Cronos: The New Dawn

Note: This review was originally going to be longer and more in-depth, but my migraines are acting up badly at the moment so I had to cut it short

After the Silent Hill 2 remake came out and was excellent, a lot of people were wondering whether it was a fluke. Would Bloober Team, when not working within the constraints of Silent Hill 2’s structure and Konami’s guidance, slip back into their old bad habits? Or is the Blooberenessaince truly upon us?

Happily, we won’t have to wait for the recently-announced Silent Hill 1 remake to find out, as a separate team within the company were quietly beavering away at Cronos: The New Dawn, a completely original survival horror game.
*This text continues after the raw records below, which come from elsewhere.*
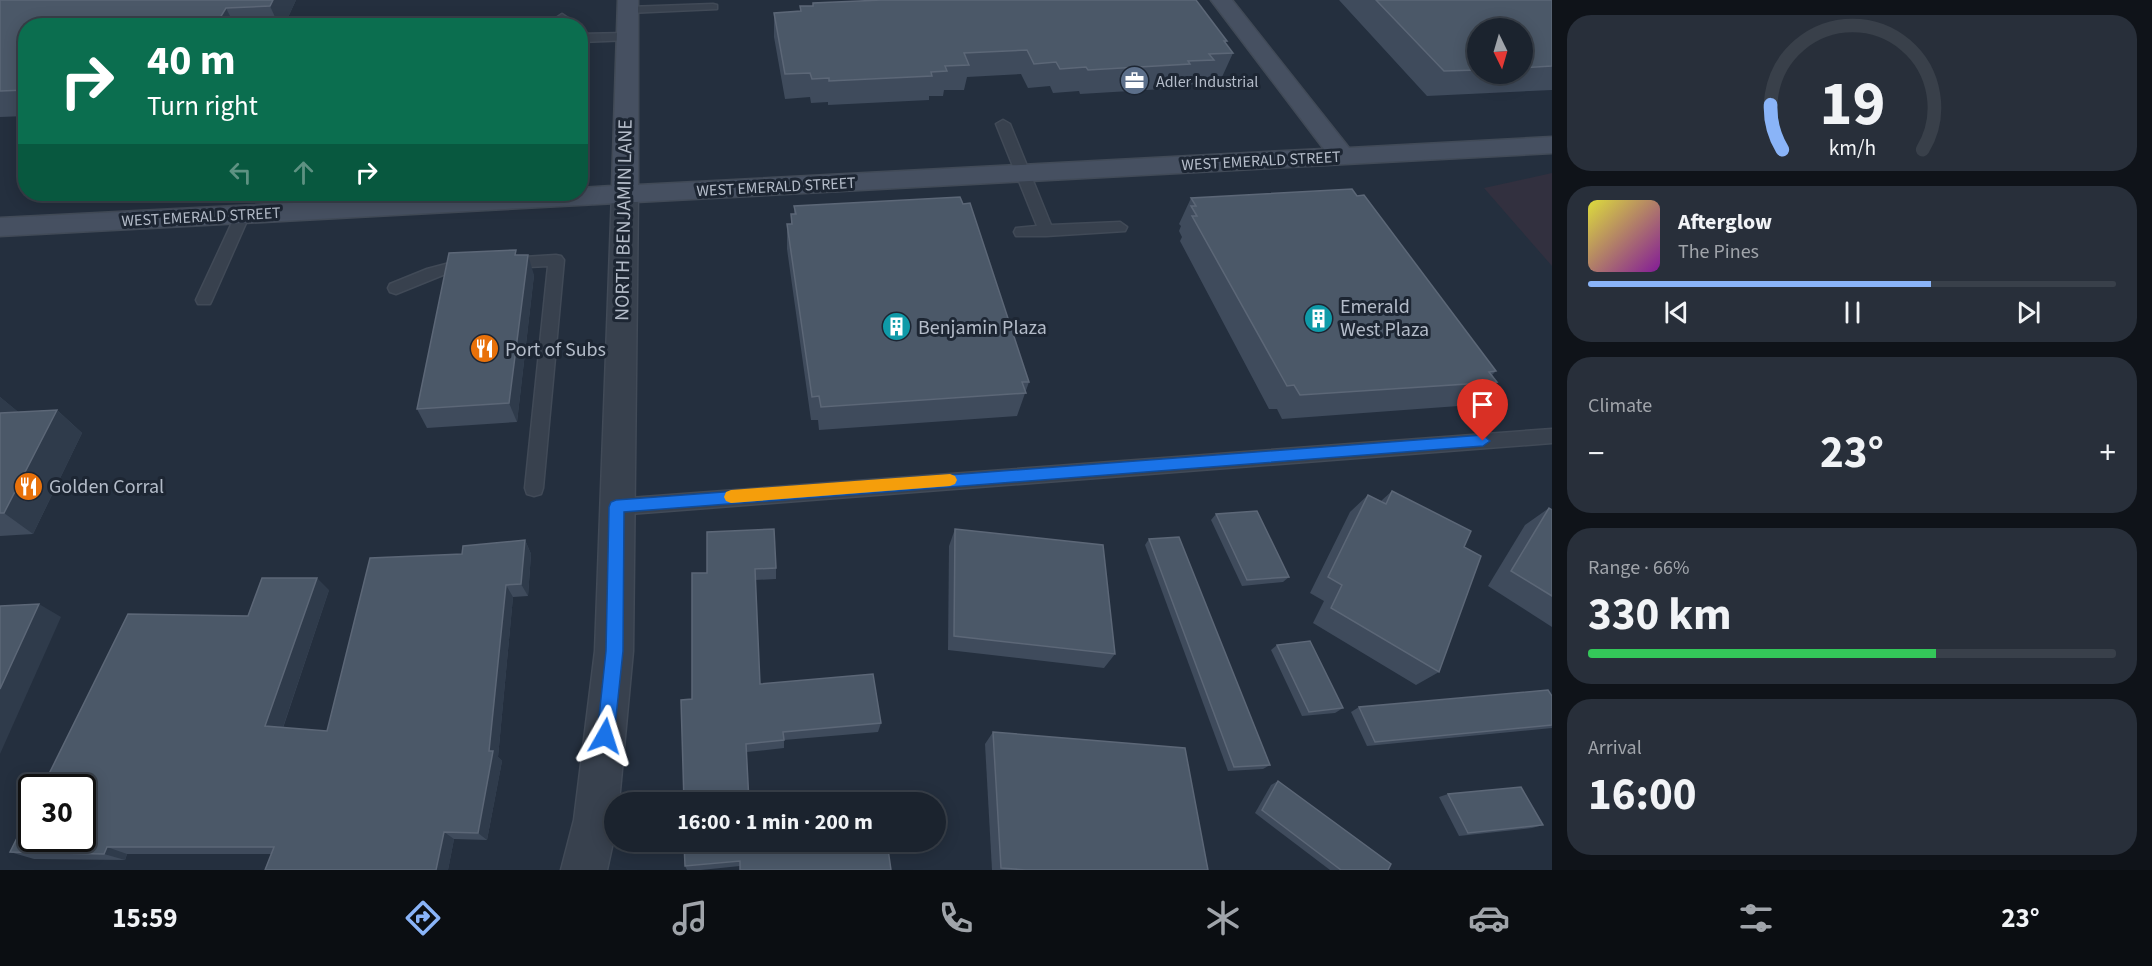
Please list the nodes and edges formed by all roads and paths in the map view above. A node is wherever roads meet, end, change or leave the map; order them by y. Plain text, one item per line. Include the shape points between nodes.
1 (1221, 0) edge
2 (694, 4) edge
3 (628, 5) edge
4 (713, 7) dead end
5 (627, 37) junction
6 (588, 38) edge
7 (1003, 124) dead end
8 (1552, 145) edge
9 (1342, 156) junction
10 (1022, 173) junction
11 (624, 194) junction
12 (588, 196) edge
13 (491, 201) edge
14 (243, 214) junction
15 (0, 226) edge
16 (1120, 227) dead end
17 (1046, 231) junction
18 (1022, 232) dead end
19 (396, 288) dead end
20 (204, 300) dead end
21 (1552, 436) edge
22 (534, 488) dead end
23 (616, 507) junction
24 (584, 870) edge

1 - 9 main road
2 - 3 lane
2 - 4 lane
3 - 5 main road, NORTH BENJAMIN LANE
5 - 6 lane
5 - 11 main road, NORTH BENJAMIN LANE
7 - 10 lane
8 - 9 main road, WEST EMERALD STREET
9 - 10 main road, WEST EMERALD STREET
10 - 11 main road, WEST EMERALD STREET
10 - 17 lane
11 - 12 main road, WEST EMERALD STREET
11 - 23 street, NORTH BENJAMIN LANE
13 - 14 main road, WEST EMERALD STREET
14 - 15 main road, WEST EMERALD STREET
14 - 20 lane
16 - 17 lane
17 - 18 lane
19 - 22 lane via 451,266 556,260
21 - 23 lane
23 - 24 street, NORTH BENJAMIN LANE via 615,651 596,820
Let’s find out if it’s good or not.

Cronos throws the player into its scenario with very little explanation for who they’re playing as, what they’re doing, or why, and as you can imagine, finding the answers to those questions is a big part of the story. As such, I’ll only lightly describe the game’s premise, which goes like this: in the 1980s humanity was destroyed by a zombie-esque plague that started in Poland, some time in the future you’re a “Traveller”, a woman encased in futuristic armour who travels back in time to a point just before the infection turned fully apocalyptic in order to track down specific people for an initially-unknown purpose. In order to do this you have to traverse the ashen ruins of a socialist planned city finding time rifts to jump through, while fighting the “orphans” (zombies) who stand in your way. All of this is in service to something called the Collective, whose nature and purpose is, again, not initially explained to the player.

Tossing a setting at people with zero context or explanation is always a risky move. Cronos is one of the better examples I’ve seen across all media types, hooking the layer simply by virtue of the strangeness of the situation the players finds themselves in. Your character’s odd robotic speech patterns, body covered entirely in Geiger-esque armour, and the quasi-religious way she talks about her “Vocation” all indicate that whatever is happening here is far weirder than your typical zombie plague scenario, and even if the game’s actual story had completely dropped the ball, getting the answers to all of these questions would likely have kept me playing anyway.

Happily, the game’s story does not drop the ball. In fact I dare say it’s one of the better game stories I’ve experienced in quite some time, very deftly weaving together the cold alien logic of the Travellers with the more grounded human drama of the ordinary folks of communist Poland as it slides into disaster, all wrapped together with a strong character arc for the protagonist. Barring the occasional odd phrasing (probably the result of translation errors), the dialogue and the copious notes you find scattered around the environment are well-written and effective.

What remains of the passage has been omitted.